• [Activity] Here, the job is to give back every entry below unchanged, omitting pictures.

• [Stored data]
>>>

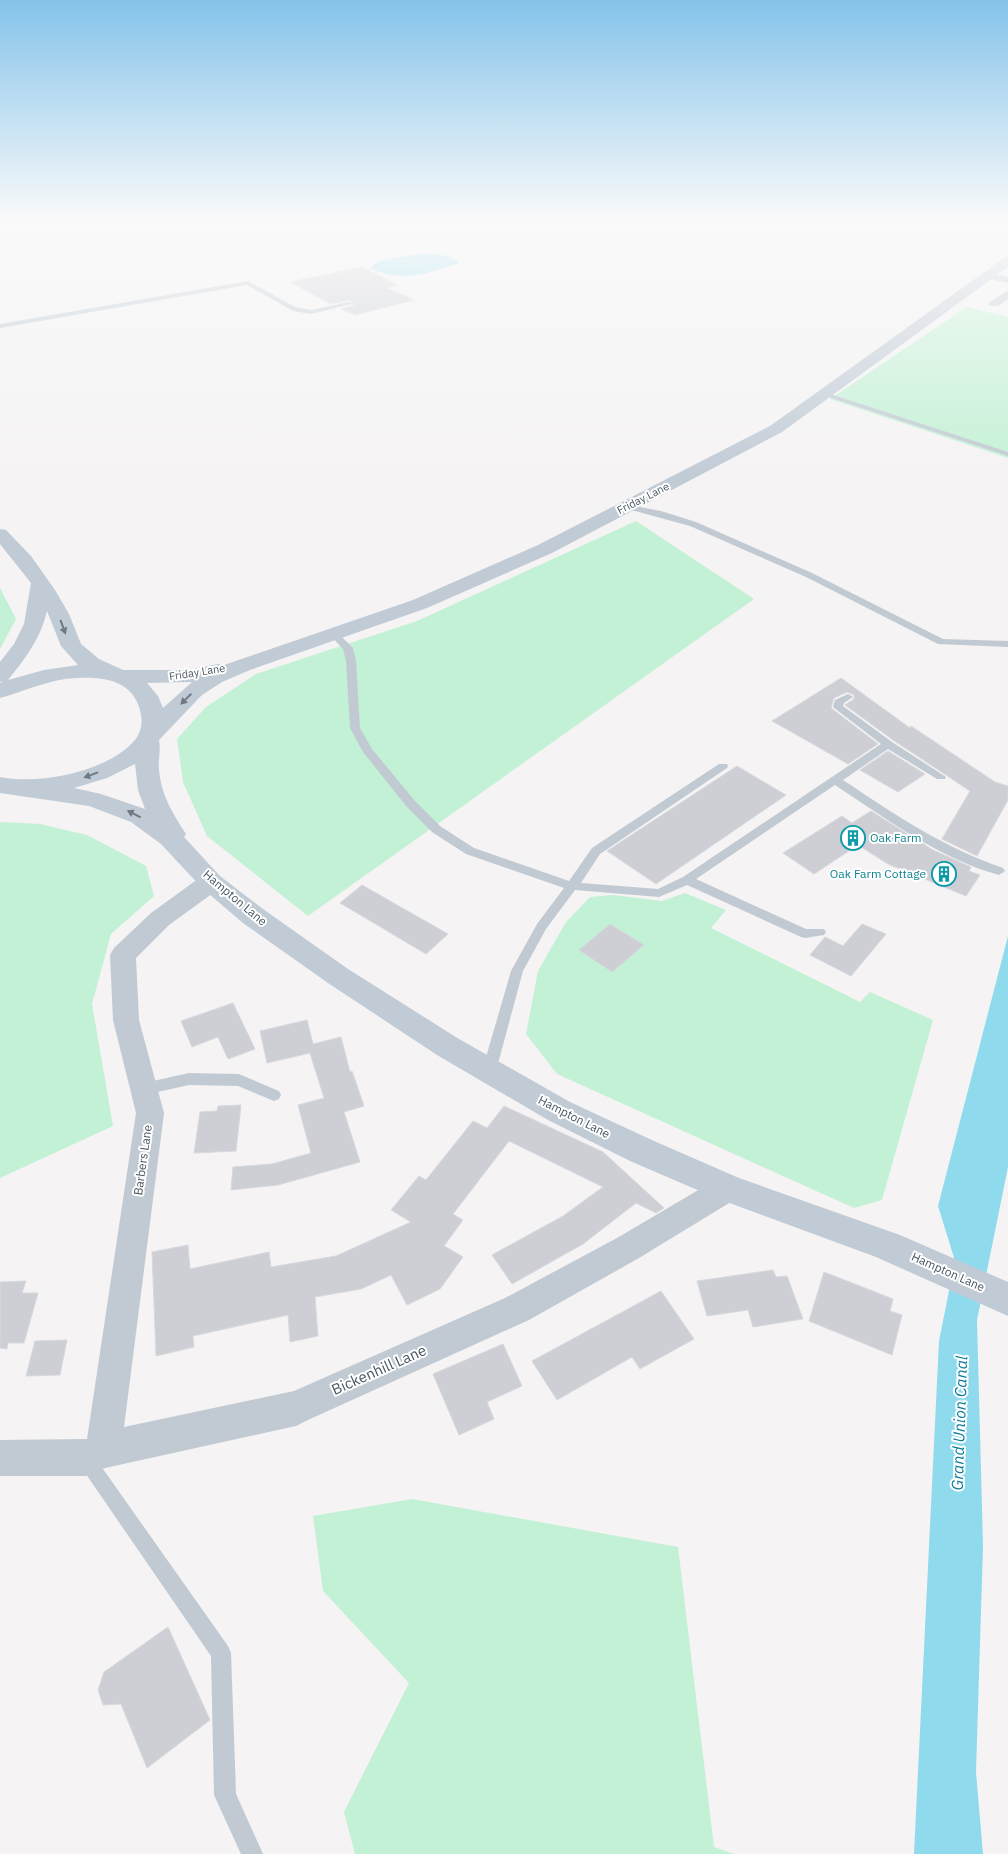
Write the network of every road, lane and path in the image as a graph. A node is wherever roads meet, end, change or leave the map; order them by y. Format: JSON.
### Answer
{"nodes":[{"id":1,"x":118,"y":306,"type":"edge"},
{"id":2,"x":287,"y":306,"type":"edge"},
{"id":3,"x":342,"y":306,"type":"edge"},
{"id":4,"x":948,"y":306,"type":"edge"},
{"id":5,"x":0,"y":326,"type":"edge"},
{"id":6,"x":824,"y":394,"type":"junction"},
{"id":7,"x":1008,"y":454,"type":"edge"},
{"id":8,"x":627,"y":506,"type":"junction"},
{"id":9,"x":0,"y":534,"type":"edge"},
{"id":10,"x":40,"y":584,"type":"junction"},
{"id":11,"x":333,"y":633,"type":"junction"},
{"id":12,"x":1008,"y":644,"type":"edge"},
{"id":13,"x":242,"y":665,"type":"junction"},
{"id":14,"x":0,"y":676,"type":"edge"},
{"id":15,"x":118,"y":676,"type":"junction"},
{"id":16,"x":0,"y":691,"type":"edge"},
{"id":17,"x":848,"y":697,"type":"dead end"},
{"id":18,"x":150,"y":737,"type":"junction"},
{"id":19,"x":888,"y":744,"type":"junction"},
{"id":20,"x":723,"y":766,"type":"dead end"},
{"id":21,"x":941,"y":777,"type":"dead end"},
{"id":22,"x":836,"y":780,"type":"junction"},
{"id":23,"x":11,"y":788,"type":"edge"},
{"id":24,"x":187,"y":854,"type":"junction"},
{"id":25,"x":998,"y":871,"type":"dead end"},
{"id":26,"x":687,"y":880,"type":"junction"},
{"id":27,"x":212,"y":882,"type":"junction"},
{"id":28,"x":572,"y":886,"type":"junction"},
{"id":29,"x":820,"y":932,"type":"dead end"},
{"id":30,"x":489,"y":1070,"type":"junction"},
{"id":31,"x":144,"y":1089,"type":"junction"},
{"id":32,"x":274,"y":1095,"type":"dead end"},
{"id":33,"x":728,"y":1188,"type":"junction"},
{"id":34,"x":1008,"y":1299,"type":"edge"},
{"id":35,"x":94,"y":1454,"type":"junction"},
{"id":36,"x":0,"y":1458,"type":"edge"},
{"id":37,"x":252,"y":1854,"type":"edge"}],
"edges":[{"from":1,"to":5,"type":"lane"},
{"from":2,"to":3,"type":"lane"},
{"from":4,"to":6,"type":"street","name":"Friday Lane"},
{"from":6,"to":7,"type":"lane"},
{"from":6,"to":8,"type":"street","name":"Friday Lane"},
{"from":8,"to":11,"type":"street","name":"Friday Lane"},
{"from":8,"to":12,"type":"lane"},
{"from":9,"to":10,"type":"street","name":"Hampton Lane"},
{"from":10,"to":14,"type":"street"},
{"from":10,"to":15,"type":"street","name":"Hampton Lane","one_way":true},
{"from":11,"to":13,"type":"street","name":"Friday Lane"},
{"from":11,"to":28,"type":"lane"},
{"from":13,"to":15,"type":"street","name":"Friday Lane"},
{"from":13,"to":18,"type":"street","name":"Friday Lane","one_way":true},
{"from":15,"to":16,"type":"street","name":"Friday Lane"},
{"from":15,"to":18,"type":"street","name":"Hampton Lane"},
{"from":17,"to":19,"type":"lane"},
{"from":18,"to":23,"type":"street","name":"Friday Lane","one_way":true},
{"from":18,"to":24,"type":"street","name":"Hampton Lane"},
{"from":19,"to":21,"type":"lane"},
{"from":19,"to":22,"type":"lane"},
{"from":20,"to":28,"type":"lane"},
{"from":22,"to":25,"type":"lane"},
{"from":22,"to":26,"type":"lane"},
{"from":24,"to":23,"type":"street","name":"Hampton Lane","one_way":true},
{"from":24,"to":27,"type":"street","name":"Hampton Lane"},
{"from":26,"to":28,"type":"lane"},
{"from":26,"to":29,"type":"lane"},
{"from":27,"to":30,"type":"street","name":"Hampton Lane"},
{"from":27,"to":31,"type":"street","name":"Barbers Lane"},
{"from":28,"to":30,"type":"lane"},
{"from":30,"to":33,"type":"street","name":"Hampton Lane"},
{"from":31,"to":32,"type":"lane"},
{"from":31,"to":35,"type":"street","name":"Barbers Lane"},
{"from":33,"to":34,"type":"street","name":"Hampton Lane"},
{"from":33,"to":35,"type":"street","name":"Bickenhill Lane"},
{"from":35,"to":36,"type":"street","name":"Bickenhill Lane"},
{"from":35,"to":37,"type":"lane"}]}
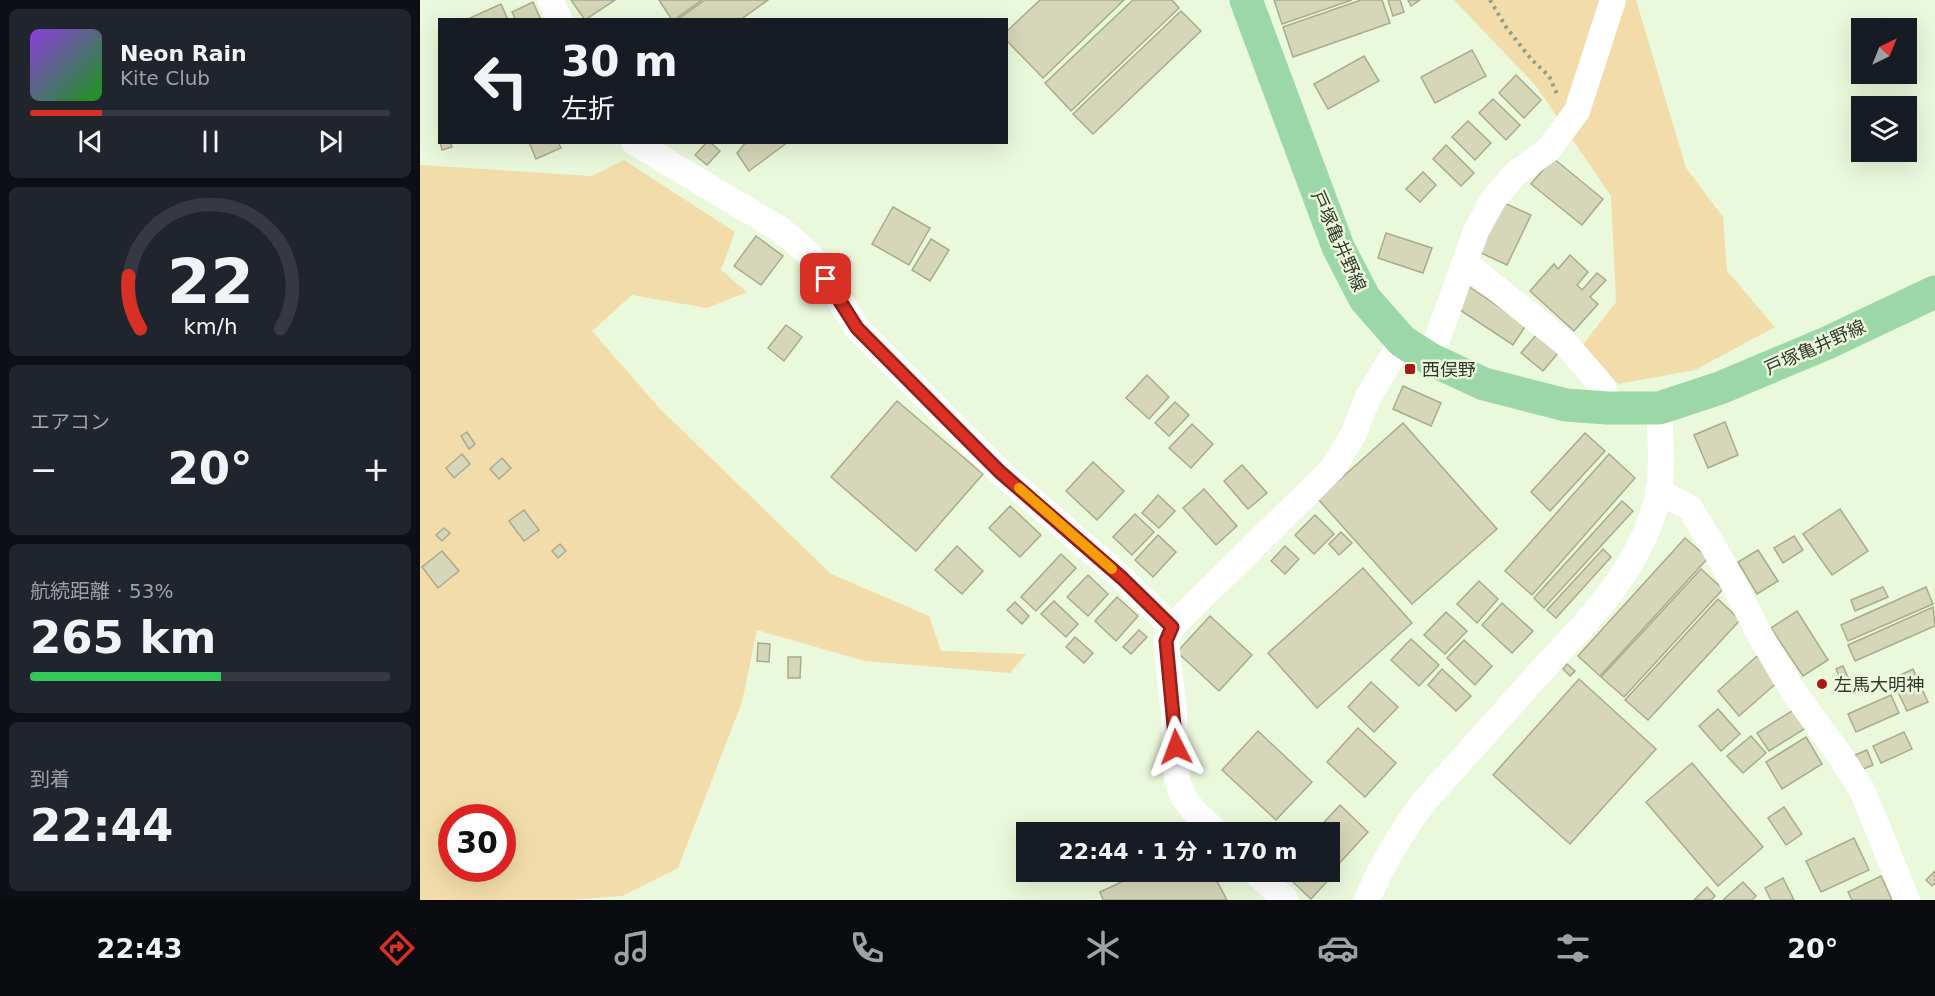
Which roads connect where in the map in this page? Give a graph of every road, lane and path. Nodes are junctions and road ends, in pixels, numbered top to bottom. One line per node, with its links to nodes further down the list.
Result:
1 (550, 0): 5 (street)
2 (1246, 0): 10 (main road, 戸塚亀井野線)
3 (1490, 0): 6 (path)
4 (1613, 0): 8 (street)
5 (559, 18)
6 (1549, 76)
7 (637, 144): 15 (street)
8 (1465, 263): 11 (street); 12 (street)
9 (1935, 292): 13 (main road, 戸塚亀井野線)
10 (1402, 340): 11 (main road, 戸塚亀井野線); 15 (street)
11 (1430, 359): 12 (main road, 戸塚亀井野線)
12 (1606, 408): 13 (main road, 戸塚亀井野線)
13 (1659, 408): 14 (street)
14 (1658, 491): 19 (street); 20 (street)
15 (1172, 627): 16 (street)
16 (1206, 822)
17 (1266, 882): 18 (street)
18 (1286, 900)
19 (1368, 900)
20 (1907, 900)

<<<

• [Expected output]
Write the network of every road, lane and path in the image as a graph. A node is wherever roads meet, end, change or leave the map; order them by y. Format: JSON.
### Answer
{"nodes":[{"id":1,"x":118,"y":306,"type":"edge"},
{"id":2,"x":287,"y":306,"type":"edge"},
{"id":3,"x":342,"y":306,"type":"edge"},
{"id":4,"x":948,"y":306,"type":"edge"},
{"id":5,"x":0,"y":326,"type":"edge"},
{"id":6,"x":824,"y":394,"type":"junction"},
{"id":7,"x":1008,"y":454,"type":"edge"},
{"id":8,"x":627,"y":506,"type":"junction"},
{"id":9,"x":0,"y":534,"type":"edge"},
{"id":10,"x":40,"y":584,"type":"junction"},
{"id":11,"x":333,"y":633,"type":"junction"},
{"id":12,"x":1008,"y":644,"type":"edge"},
{"id":13,"x":242,"y":665,"type":"junction"},
{"id":14,"x":0,"y":676,"type":"edge"},
{"id":15,"x":118,"y":676,"type":"junction"},
{"id":16,"x":0,"y":691,"type":"edge"},
{"id":17,"x":848,"y":697,"type":"dead end"},
{"id":18,"x":150,"y":737,"type":"junction"},
{"id":19,"x":888,"y":744,"type":"junction"},
{"id":20,"x":723,"y":766,"type":"dead end"},
{"id":21,"x":941,"y":777,"type":"dead end"},
{"id":22,"x":836,"y":780,"type":"junction"},
{"id":23,"x":11,"y":788,"type":"edge"},
{"id":24,"x":187,"y":854,"type":"junction"},
{"id":25,"x":998,"y":871,"type":"dead end"},
{"id":26,"x":687,"y":880,"type":"junction"},
{"id":27,"x":212,"y":882,"type":"junction"},
{"id":28,"x":572,"y":886,"type":"junction"},
{"id":29,"x":820,"y":932,"type":"dead end"},
{"id":30,"x":489,"y":1070,"type":"junction"},
{"id":31,"x":144,"y":1089,"type":"junction"},
{"id":32,"x":274,"y":1095,"type":"dead end"},
{"id":33,"x":728,"y":1188,"type":"junction"},
{"id":34,"x":1008,"y":1299,"type":"edge"},
{"id":35,"x":94,"y":1454,"type":"junction"},
{"id":36,"x":0,"y":1458,"type":"edge"},
{"id":37,"x":252,"y":1854,"type":"edge"}],
"edges":[{"from":1,"to":5,"type":"lane"},
{"from":2,"to":3,"type":"lane"},
{"from":4,"to":6,"type":"street","name":"Friday Lane"},
{"from":6,"to":7,"type":"lane"},
{"from":6,"to":8,"type":"street","name":"Friday Lane"},
{"from":8,"to":11,"type":"street","name":"Friday Lane"},
{"from":8,"to":12,"type":"lane"},
{"from":9,"to":10,"type":"street","name":"Hampton Lane"},
{"from":10,"to":14,"type":"street"},
{"from":10,"to":15,"type":"street","name":"Hampton Lane","one_way":true},
{"from":11,"to":13,"type":"street","name":"Friday Lane"},
{"from":11,"to":28,"type":"lane"},
{"from":13,"to":15,"type":"street","name":"Friday Lane"},
{"from":13,"to":18,"type":"street","name":"Friday Lane","one_way":true},
{"from":15,"to":16,"type":"street","name":"Friday Lane"},
{"from":15,"to":18,"type":"street","name":"Hampton Lane"},
{"from":17,"to":19,"type":"lane"},
{"from":18,"to":23,"type":"street","name":"Friday Lane","one_way":true},
{"from":18,"to":24,"type":"street","name":"Hampton Lane"},
{"from":19,"to":21,"type":"lane"},
{"from":19,"to":22,"type":"lane"},
{"from":20,"to":28,"type":"lane"},
{"from":22,"to":25,"type":"lane"},
{"from":22,"to":26,"type":"lane"},
{"from":24,"to":23,"type":"street","name":"Hampton Lane","one_way":true},
{"from":24,"to":27,"type":"street","name":"Hampton Lane"},
{"from":26,"to":28,"type":"lane"},
{"from":26,"to":29,"type":"lane"},
{"from":27,"to":30,"type":"street","name":"Hampton Lane"},
{"from":27,"to":31,"type":"street","name":"Barbers Lane"},
{"from":28,"to":30,"type":"lane"},
{"from":30,"to":33,"type":"street","name":"Hampton Lane"},
{"from":31,"to":32,"type":"lane"},
{"from":31,"to":35,"type":"street","name":"Barbers Lane"},
{"from":33,"to":34,"type":"street","name":"Hampton Lane"},
{"from":33,"to":35,"type":"street","name":"Bickenhill Lane"},
{"from":35,"to":36,"type":"street","name":"Bickenhill Lane"},
{"from":35,"to":37,"type":"lane"}]}
Which roads connect where in the map in this page? Give a graph of every road, lane and path. Nodes are junctions and road ends, in pixels, numbered top to bottom. One line per node, with its links to nodes further down the list.
Result:
1 (550, 0): 5 (street)
2 (1246, 0): 10 (main road, 戸塚亀井野線)
3 (1490, 0): 6 (path)
4 (1613, 0): 8 (street)
5 (559, 18)
6 (1549, 76)
7 (637, 144): 15 (street)
8 (1465, 263): 11 (street); 12 (street)
9 (1935, 292): 13 (main road, 戸塚亀井野線)
10 (1402, 340): 11 (main road, 戸塚亀井野線); 15 (street)
11 (1430, 359): 12 (main road, 戸塚亀井野線)
12 (1606, 408): 13 (main road, 戸塚亀井野線)
13 (1659, 408): 14 (street)
14 (1658, 491): 19 (street); 20 (street)
15 (1172, 627): 16 (street)
16 (1206, 822)
17 (1266, 882): 18 (street)
18 (1286, 900)
19 (1368, 900)
20 (1907, 900)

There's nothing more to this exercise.